[EXTRACTED DATA — start]

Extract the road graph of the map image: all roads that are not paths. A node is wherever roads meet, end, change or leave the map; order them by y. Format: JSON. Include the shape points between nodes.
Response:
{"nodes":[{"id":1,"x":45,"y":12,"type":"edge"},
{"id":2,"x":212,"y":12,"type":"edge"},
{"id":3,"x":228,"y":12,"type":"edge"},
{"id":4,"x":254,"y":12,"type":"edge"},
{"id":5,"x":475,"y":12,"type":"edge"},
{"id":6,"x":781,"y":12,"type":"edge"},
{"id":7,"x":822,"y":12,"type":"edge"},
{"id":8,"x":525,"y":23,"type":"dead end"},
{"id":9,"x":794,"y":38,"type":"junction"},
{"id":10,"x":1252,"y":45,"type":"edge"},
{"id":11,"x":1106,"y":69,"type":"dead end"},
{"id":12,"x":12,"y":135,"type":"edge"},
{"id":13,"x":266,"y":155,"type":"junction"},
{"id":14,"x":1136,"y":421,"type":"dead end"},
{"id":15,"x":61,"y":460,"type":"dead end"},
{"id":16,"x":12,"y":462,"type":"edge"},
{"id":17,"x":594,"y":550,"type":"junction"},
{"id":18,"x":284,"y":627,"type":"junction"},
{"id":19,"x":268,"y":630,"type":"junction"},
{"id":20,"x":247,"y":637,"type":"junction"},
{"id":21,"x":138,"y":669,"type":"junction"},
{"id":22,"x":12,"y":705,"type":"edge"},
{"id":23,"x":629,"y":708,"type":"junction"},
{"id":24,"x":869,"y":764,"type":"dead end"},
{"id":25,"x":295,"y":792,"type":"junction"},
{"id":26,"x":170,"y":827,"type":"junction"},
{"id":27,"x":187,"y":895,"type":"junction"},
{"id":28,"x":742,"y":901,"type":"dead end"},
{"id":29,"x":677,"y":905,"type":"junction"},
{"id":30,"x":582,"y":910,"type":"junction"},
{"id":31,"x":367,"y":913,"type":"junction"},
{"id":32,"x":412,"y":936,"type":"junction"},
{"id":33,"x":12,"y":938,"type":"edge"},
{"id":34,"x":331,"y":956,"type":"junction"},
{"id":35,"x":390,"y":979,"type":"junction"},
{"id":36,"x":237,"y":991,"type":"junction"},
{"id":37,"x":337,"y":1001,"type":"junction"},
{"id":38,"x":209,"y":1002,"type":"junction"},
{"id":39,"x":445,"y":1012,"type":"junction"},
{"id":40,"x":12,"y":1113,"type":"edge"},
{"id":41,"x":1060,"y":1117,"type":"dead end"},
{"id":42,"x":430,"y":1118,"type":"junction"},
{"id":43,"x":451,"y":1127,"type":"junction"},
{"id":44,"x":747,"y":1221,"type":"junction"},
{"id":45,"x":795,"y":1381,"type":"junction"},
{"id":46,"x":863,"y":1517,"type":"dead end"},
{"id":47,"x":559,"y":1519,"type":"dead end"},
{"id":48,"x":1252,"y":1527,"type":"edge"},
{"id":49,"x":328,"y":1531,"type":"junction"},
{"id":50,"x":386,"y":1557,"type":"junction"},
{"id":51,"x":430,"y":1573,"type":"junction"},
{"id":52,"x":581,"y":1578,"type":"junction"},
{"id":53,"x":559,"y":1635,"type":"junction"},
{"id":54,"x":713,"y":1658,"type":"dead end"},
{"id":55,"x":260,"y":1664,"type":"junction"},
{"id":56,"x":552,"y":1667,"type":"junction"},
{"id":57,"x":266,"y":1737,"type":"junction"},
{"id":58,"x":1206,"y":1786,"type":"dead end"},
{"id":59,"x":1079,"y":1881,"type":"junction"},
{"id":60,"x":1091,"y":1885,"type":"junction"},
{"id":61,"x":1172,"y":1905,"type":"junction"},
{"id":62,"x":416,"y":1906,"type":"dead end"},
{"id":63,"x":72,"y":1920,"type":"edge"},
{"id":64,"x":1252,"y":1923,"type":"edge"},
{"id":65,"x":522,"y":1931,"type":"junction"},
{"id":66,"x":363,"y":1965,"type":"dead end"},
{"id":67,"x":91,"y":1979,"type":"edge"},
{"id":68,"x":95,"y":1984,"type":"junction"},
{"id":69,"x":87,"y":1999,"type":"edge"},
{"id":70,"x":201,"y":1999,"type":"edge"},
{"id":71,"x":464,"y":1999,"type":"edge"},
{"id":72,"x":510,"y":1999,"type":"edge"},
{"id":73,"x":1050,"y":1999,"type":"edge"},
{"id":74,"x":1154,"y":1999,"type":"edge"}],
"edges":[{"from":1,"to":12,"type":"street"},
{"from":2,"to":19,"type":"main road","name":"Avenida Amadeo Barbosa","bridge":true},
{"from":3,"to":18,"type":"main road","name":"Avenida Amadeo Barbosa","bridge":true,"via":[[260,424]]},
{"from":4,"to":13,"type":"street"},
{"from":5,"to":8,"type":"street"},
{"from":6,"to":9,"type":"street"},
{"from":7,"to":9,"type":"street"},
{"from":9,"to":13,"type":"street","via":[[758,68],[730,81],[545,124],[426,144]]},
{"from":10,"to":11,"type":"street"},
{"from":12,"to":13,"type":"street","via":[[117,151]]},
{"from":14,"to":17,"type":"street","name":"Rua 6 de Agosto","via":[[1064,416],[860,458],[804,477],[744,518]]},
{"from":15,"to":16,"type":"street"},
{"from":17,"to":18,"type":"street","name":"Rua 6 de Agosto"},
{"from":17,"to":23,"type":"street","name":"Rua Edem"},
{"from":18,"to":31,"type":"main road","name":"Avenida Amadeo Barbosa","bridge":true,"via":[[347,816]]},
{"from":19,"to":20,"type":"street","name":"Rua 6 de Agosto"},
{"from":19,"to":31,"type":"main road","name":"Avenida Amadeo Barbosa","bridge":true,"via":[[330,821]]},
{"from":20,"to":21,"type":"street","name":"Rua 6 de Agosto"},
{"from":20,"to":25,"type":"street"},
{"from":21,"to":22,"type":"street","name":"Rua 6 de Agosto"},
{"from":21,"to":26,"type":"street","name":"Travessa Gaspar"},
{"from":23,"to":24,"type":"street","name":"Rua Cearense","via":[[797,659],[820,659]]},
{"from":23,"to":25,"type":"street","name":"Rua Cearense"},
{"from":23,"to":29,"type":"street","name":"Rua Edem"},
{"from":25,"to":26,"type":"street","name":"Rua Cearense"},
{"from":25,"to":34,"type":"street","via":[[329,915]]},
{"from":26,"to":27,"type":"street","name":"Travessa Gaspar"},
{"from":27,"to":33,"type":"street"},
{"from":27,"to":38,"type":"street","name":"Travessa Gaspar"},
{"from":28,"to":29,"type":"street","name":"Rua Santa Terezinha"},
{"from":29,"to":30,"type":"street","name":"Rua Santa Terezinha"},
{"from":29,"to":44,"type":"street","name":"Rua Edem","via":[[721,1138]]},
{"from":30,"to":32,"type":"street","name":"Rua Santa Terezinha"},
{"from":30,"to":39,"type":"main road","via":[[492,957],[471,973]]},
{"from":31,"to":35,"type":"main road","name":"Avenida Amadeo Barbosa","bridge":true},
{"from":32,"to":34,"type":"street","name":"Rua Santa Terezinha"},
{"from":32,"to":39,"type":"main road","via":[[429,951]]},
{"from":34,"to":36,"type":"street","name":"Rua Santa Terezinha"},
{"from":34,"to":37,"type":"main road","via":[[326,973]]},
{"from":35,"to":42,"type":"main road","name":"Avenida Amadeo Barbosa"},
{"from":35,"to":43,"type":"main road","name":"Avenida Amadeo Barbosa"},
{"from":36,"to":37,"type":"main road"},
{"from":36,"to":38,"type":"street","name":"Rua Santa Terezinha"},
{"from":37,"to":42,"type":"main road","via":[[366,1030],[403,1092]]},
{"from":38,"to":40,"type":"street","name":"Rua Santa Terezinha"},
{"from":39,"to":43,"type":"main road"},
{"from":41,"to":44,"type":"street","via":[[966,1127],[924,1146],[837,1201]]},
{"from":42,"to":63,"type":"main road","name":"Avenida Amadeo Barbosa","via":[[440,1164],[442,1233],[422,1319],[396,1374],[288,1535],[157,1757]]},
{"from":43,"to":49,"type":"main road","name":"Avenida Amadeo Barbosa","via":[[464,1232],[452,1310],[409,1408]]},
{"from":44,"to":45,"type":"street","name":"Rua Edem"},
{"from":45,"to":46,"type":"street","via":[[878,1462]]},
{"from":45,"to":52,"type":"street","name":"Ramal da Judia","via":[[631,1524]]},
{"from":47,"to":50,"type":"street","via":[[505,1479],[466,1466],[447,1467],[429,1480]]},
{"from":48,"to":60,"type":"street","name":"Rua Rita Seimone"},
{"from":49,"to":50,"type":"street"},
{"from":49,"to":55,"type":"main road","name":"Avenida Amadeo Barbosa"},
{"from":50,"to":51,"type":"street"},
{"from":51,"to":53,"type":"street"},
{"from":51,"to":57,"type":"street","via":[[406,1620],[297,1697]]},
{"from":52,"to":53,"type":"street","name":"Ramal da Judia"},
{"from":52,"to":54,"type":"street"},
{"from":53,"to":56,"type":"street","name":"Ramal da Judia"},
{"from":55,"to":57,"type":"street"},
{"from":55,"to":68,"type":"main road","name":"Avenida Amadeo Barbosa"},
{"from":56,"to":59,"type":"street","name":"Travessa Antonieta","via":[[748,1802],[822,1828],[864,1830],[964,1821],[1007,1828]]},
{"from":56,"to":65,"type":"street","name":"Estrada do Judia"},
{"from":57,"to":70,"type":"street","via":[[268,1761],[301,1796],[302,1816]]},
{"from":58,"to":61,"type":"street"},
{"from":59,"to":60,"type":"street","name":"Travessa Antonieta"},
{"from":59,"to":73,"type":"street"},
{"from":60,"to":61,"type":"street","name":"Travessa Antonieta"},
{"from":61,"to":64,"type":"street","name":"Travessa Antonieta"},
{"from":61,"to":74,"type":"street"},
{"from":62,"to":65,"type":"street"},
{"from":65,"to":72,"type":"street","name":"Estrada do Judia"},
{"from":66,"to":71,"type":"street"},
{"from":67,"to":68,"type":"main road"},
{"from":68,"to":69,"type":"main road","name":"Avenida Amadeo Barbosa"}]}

[EXTRACTED DATA — finish]

◆ WORK REQUIRED: Each line above that contains the word "Gaspar" must be copied.

◆ ANSWER TO THE PROBLEM:
{"from":21,"to":26,"type":"street","name":"Travessa Gaspar"},
{"from":26,"to":27,"type":"street","name":"Travessa Gaspar"},
{"from":27,"to":38,"type":"street","name":"Travessa Gaspar"},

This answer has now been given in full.